Kimi Avrupa ülkeleri hem coğrafi konumları nedeniyle hem de havanın kirlenmesine, gökyüzünün kararmasına neden olan sanayi kuruluşlarının sürekli tüten, çevreyi kirleten bacaları nedeniyle genellikle bulutlu günler yaşarken bizler yılın pek çok gününde tertemiz, masmavi bir gökyüzü altında yaşıyoruz. Bu anlamda oldukça şanslı sayılırız.

Aklıma bugün artık yerlerini İranlı turistlere bırakmış olan ve 1980’li yıllar boyunca Avrupa başta olmak üzere dünyanın her yerinden gelip ülkemizi ziyaret eden ve Van’a uğramadan geçmeyen yabancılar geliyor. Onların bir kısmıyla tanıştığımızı, sonrasında da sürecek yakın arkadaşlıklar kurduğumuzu hatırlıyorum.  Onların bu seçimlerinin başlıca nedenlerinden ikisi de şehrimizin temiz havası ile bugünkü gibi bol güneşli günleriydi.

Yakın zamanda izlediğim bir Norveç belgeselinde, o ülkede yaşayanların başlıca problemlerinden birinin de, aylar boyunca süren karanlık vakitlerin getirdiği psikolojik sorunlar olduğunu hayretle öğrenmiştim. Yani coğrafi konumları itibariyle kimi başka Kuzey Avrupa ülkeleri halkları ile birlikte Norveçliler de uzun zaman dilimleri boyunca ışığı görmeden ya da zor görerek yaşarken bundan olumsuz etkileniyor, gizli ya da aleni birer engelli haline geliyorlar.
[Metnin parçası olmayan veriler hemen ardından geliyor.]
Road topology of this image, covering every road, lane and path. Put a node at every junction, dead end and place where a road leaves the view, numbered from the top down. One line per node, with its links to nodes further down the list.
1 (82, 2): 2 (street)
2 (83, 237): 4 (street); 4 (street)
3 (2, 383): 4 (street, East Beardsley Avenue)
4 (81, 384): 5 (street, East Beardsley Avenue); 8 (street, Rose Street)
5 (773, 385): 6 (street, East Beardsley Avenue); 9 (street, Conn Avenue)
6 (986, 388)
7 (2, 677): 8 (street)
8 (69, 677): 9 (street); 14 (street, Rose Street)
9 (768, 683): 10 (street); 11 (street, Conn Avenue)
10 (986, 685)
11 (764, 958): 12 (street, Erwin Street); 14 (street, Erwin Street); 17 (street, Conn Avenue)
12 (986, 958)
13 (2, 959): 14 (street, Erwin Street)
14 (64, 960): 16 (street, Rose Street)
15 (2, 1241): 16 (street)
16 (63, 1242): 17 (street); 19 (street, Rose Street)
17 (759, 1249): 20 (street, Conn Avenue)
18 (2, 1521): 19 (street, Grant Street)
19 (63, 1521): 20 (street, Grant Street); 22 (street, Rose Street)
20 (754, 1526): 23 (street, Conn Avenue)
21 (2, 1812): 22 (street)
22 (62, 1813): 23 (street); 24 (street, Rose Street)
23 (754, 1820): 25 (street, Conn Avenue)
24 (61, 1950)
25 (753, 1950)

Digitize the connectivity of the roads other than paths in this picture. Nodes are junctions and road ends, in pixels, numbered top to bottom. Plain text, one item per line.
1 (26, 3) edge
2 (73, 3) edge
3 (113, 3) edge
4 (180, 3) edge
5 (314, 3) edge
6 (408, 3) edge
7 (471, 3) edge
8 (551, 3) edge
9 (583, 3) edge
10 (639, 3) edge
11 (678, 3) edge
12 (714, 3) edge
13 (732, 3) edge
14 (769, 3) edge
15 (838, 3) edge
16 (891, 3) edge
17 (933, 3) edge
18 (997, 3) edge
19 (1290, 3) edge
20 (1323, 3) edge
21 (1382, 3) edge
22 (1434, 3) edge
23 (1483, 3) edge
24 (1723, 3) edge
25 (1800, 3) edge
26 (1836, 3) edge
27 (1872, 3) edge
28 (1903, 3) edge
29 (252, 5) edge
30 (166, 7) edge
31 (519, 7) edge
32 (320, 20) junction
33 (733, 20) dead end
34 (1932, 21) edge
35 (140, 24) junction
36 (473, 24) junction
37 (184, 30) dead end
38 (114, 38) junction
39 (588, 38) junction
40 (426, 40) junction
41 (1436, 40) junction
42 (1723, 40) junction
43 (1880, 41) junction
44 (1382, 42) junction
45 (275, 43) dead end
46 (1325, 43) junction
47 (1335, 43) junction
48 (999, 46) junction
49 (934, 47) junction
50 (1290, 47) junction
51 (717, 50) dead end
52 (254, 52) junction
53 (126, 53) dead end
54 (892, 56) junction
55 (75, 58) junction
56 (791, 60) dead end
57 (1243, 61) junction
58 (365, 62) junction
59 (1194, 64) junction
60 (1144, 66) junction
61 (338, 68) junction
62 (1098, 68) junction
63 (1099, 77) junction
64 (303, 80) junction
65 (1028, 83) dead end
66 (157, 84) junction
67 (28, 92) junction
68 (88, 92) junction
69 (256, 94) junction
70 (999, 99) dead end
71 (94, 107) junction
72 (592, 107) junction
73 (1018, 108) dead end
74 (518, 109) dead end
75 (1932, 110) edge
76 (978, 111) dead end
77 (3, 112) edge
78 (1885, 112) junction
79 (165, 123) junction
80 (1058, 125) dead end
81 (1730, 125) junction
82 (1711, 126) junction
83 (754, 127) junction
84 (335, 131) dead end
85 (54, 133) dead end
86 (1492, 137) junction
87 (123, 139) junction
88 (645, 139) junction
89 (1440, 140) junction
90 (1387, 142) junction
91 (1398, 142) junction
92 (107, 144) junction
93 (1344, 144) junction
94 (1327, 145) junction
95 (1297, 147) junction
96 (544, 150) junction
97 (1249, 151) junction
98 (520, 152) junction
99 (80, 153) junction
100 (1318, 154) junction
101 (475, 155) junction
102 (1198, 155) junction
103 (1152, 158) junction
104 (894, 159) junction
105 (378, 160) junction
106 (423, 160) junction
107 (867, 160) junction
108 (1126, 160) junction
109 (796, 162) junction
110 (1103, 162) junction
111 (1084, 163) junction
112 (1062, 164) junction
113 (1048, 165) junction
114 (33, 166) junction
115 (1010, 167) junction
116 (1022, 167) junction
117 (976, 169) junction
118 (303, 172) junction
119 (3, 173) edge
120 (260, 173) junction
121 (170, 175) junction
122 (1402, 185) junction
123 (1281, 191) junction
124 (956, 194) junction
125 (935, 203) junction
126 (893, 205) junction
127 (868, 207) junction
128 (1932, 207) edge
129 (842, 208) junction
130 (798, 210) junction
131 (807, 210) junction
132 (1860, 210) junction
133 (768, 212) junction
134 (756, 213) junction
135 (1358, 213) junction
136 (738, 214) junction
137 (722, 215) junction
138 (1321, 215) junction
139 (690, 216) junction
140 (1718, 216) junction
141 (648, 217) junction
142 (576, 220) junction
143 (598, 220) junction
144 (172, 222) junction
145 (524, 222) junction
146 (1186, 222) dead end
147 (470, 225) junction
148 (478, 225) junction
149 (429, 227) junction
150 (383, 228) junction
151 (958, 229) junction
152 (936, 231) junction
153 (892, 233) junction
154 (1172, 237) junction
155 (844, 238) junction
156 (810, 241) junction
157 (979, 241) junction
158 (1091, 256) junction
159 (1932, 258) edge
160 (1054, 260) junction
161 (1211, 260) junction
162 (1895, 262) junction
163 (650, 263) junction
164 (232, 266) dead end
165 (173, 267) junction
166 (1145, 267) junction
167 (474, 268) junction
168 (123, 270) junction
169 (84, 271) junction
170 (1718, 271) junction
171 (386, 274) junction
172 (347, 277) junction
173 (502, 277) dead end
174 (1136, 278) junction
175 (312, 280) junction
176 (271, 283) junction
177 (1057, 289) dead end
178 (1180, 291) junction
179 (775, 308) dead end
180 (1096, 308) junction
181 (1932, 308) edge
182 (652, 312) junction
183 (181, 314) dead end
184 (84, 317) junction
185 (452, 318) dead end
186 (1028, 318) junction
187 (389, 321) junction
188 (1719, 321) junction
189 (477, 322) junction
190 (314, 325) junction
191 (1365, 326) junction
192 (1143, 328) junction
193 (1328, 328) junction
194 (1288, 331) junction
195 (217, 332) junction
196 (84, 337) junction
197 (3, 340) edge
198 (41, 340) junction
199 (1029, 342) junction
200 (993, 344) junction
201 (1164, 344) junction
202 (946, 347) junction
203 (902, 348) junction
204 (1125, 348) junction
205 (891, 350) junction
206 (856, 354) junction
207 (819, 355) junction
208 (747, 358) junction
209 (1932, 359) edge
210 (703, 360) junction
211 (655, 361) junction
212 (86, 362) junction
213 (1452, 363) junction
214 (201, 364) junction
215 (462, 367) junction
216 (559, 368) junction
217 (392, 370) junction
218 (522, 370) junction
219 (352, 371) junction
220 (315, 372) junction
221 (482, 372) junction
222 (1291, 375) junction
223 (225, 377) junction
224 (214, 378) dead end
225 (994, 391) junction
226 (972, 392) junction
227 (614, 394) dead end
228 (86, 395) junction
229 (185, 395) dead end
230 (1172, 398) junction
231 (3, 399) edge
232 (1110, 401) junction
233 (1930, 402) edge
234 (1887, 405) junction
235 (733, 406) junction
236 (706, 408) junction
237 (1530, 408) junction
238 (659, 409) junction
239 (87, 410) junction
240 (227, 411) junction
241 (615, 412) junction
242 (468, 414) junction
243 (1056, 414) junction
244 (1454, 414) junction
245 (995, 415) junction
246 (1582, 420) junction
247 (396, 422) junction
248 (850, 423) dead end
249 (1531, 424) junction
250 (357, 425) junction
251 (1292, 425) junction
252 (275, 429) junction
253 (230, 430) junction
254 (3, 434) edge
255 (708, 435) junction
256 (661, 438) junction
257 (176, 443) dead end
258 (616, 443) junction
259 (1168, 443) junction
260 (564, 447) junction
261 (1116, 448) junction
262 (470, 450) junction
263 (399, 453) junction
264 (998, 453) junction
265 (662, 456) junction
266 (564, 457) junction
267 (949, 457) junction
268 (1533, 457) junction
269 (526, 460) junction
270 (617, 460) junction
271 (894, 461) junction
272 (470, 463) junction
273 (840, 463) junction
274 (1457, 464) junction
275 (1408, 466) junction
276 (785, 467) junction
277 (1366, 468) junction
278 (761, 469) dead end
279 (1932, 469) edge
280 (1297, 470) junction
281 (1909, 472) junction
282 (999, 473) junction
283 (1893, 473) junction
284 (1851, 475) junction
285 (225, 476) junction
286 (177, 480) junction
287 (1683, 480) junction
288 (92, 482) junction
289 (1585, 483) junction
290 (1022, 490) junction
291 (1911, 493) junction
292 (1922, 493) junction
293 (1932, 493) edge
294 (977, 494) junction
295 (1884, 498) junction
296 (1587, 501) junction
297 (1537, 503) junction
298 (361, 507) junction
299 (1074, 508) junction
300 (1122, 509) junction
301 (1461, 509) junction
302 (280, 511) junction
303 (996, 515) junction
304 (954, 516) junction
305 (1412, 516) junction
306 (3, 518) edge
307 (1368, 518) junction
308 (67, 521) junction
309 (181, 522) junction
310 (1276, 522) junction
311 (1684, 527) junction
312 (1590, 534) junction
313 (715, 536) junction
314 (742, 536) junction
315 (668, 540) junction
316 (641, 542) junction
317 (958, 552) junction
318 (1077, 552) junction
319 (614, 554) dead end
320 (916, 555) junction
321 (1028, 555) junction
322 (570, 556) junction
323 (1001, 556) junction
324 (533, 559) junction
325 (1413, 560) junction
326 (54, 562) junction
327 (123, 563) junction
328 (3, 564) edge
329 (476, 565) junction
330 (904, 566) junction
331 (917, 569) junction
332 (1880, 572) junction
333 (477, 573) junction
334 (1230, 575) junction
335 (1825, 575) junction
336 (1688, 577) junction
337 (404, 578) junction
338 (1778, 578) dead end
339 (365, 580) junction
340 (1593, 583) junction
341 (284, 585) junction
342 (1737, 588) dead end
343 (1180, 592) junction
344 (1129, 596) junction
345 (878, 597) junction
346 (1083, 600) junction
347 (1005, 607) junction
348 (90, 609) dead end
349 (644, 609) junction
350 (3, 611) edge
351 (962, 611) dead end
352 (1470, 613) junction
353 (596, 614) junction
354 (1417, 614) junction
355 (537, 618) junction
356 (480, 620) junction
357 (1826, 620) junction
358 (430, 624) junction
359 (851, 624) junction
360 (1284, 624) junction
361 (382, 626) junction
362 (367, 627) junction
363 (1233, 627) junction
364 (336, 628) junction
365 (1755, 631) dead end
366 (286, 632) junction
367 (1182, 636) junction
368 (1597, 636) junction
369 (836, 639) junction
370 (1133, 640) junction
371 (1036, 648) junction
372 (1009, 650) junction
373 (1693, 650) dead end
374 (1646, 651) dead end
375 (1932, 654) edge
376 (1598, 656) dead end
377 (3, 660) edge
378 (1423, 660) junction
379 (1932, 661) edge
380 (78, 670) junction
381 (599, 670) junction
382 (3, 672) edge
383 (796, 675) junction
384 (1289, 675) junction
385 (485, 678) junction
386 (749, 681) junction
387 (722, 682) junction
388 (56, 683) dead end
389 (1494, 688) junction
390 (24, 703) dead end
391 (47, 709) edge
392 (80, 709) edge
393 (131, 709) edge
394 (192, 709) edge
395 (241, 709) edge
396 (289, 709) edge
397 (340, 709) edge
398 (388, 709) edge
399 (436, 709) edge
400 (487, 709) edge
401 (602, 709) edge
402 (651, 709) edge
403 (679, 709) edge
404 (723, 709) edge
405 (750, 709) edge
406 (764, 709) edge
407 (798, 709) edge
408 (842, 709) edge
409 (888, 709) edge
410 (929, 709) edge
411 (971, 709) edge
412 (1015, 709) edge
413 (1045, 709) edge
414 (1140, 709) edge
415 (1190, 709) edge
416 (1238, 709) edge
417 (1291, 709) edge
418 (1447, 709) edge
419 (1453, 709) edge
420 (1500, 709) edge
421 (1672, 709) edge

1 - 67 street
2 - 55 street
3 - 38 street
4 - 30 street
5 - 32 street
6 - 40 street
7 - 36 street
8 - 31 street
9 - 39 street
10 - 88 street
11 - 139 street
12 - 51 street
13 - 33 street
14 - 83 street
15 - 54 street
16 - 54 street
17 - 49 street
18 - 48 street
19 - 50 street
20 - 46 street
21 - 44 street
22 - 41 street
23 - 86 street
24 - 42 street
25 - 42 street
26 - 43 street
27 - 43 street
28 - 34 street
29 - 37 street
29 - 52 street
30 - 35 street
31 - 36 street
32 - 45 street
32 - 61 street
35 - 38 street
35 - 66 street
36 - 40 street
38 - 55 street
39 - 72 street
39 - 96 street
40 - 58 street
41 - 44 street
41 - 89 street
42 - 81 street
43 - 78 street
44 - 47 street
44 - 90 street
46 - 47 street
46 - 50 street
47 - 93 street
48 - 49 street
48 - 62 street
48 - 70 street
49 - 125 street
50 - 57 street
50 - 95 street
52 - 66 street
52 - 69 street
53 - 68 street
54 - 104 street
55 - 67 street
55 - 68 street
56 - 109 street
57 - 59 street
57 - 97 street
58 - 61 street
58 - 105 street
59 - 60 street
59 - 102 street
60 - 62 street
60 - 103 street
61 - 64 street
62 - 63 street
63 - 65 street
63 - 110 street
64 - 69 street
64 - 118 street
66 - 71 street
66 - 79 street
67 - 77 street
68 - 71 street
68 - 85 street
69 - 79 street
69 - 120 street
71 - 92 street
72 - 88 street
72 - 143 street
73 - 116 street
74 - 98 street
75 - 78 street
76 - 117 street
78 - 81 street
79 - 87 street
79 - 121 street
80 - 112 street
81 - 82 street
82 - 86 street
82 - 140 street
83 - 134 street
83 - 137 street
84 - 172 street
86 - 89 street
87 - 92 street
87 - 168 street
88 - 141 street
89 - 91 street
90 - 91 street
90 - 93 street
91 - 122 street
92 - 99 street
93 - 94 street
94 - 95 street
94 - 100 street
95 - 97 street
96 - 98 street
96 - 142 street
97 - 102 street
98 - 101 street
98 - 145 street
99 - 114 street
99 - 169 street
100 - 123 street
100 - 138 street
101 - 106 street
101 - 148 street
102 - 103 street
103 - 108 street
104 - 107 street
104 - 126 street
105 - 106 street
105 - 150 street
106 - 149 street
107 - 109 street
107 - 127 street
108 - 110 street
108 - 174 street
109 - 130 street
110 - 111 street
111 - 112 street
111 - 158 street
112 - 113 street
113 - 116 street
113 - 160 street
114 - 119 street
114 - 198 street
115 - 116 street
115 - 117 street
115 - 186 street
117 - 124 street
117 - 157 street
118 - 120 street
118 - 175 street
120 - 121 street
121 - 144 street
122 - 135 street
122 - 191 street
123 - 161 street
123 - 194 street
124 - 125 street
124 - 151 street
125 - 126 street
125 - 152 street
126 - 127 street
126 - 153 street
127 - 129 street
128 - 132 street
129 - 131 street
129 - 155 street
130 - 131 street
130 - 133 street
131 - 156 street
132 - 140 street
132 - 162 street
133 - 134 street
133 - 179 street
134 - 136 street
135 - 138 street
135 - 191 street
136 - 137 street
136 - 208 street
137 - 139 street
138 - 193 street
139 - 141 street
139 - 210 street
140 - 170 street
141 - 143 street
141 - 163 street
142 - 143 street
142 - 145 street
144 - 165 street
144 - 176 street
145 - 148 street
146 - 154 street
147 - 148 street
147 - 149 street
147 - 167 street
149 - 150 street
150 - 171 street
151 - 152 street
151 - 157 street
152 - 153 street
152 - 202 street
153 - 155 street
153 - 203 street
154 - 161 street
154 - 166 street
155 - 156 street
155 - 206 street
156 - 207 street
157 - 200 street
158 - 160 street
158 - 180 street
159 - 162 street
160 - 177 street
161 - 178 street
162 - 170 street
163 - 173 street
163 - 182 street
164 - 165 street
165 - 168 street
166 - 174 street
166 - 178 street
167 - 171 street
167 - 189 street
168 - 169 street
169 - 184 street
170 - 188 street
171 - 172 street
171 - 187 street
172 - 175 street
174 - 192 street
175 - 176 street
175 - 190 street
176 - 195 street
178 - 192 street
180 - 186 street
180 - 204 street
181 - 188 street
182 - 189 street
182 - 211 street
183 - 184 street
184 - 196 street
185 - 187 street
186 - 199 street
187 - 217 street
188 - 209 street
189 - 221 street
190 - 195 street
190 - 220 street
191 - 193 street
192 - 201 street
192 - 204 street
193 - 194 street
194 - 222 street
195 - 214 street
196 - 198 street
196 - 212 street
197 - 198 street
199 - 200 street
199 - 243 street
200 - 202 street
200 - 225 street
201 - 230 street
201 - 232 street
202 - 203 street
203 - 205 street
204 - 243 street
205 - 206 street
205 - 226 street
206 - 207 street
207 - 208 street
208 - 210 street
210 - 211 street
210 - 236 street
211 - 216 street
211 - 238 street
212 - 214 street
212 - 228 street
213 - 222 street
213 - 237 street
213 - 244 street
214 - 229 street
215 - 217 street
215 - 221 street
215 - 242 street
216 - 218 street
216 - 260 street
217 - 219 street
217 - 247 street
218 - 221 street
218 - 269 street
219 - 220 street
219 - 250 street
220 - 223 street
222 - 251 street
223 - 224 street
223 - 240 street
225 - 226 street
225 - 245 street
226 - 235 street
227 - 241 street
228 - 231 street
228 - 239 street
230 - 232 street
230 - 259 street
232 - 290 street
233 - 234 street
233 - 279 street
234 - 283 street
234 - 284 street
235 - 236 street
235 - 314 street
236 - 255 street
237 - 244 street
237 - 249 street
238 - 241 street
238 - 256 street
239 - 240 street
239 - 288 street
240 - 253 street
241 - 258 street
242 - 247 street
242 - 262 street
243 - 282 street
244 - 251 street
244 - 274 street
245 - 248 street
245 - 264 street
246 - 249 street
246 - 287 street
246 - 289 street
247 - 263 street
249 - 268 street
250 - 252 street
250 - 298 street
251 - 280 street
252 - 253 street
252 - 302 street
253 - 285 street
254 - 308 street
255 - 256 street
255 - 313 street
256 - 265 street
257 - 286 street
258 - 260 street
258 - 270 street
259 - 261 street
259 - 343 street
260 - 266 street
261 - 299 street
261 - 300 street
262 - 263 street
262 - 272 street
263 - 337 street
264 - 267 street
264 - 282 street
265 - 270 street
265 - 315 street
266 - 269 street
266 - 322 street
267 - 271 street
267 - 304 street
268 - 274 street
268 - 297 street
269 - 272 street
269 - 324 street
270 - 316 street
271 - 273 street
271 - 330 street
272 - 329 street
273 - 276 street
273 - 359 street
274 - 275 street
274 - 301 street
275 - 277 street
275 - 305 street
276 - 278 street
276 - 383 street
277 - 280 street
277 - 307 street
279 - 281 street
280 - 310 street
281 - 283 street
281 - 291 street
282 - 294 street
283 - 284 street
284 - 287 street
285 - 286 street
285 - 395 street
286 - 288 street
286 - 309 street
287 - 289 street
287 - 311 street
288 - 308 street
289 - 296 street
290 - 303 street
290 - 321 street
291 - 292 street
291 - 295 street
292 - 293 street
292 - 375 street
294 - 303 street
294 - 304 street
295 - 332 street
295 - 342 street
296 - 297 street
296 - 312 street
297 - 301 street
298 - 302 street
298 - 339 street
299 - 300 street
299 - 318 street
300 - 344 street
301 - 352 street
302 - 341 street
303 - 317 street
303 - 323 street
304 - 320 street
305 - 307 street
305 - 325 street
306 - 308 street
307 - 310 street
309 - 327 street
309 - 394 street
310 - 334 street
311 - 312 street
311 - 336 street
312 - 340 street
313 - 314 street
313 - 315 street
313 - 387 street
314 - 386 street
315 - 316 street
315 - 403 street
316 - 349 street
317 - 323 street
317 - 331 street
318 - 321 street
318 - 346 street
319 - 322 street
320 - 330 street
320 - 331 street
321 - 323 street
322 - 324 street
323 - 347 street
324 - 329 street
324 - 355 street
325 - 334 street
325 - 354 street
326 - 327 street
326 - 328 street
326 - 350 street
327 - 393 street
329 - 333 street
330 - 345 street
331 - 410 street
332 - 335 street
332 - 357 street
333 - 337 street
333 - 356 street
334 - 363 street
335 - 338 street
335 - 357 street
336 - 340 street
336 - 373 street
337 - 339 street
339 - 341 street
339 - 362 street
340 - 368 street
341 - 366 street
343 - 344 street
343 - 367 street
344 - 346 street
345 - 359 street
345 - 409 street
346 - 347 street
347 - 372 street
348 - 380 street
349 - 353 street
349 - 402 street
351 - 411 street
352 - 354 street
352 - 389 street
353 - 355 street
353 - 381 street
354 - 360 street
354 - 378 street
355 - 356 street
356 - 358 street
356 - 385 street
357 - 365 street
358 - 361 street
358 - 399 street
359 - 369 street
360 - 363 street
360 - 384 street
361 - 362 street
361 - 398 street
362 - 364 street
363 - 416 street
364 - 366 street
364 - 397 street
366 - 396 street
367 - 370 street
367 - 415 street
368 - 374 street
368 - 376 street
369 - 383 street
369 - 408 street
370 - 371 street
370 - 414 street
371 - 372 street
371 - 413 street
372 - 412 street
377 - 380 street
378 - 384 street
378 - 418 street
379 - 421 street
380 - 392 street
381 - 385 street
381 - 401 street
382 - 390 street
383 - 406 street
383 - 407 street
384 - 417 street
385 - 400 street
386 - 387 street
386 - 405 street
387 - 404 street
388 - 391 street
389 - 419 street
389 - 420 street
Bu bizimki gibi güneşi bol bir memlekette yaşayanların kolay anlayabilecekleri bir durum değil.

Biz Vanlılar baharı bahar gibi, yazı yaz gibi, sonbaharı sonbahar gibi, kışı kış gibi yaşıyoruz. Bu dünyanın başka bölgelerinde yaşayan pek çok insana nasip olmayan bir nimet.

Bütün bunlar birlikte değerlendirildiğinde ister istemez sormak gerekiyor: Memleketimiz Van’ın güneşli gün sayısı bakımından dünyanın önemli merkezlerinden biri olduğunun, dört mevsimi de dolu dolu yaşayan bir coğrafyada bulunduğunun, kaç tanemiz ve ne kadar farkındayız?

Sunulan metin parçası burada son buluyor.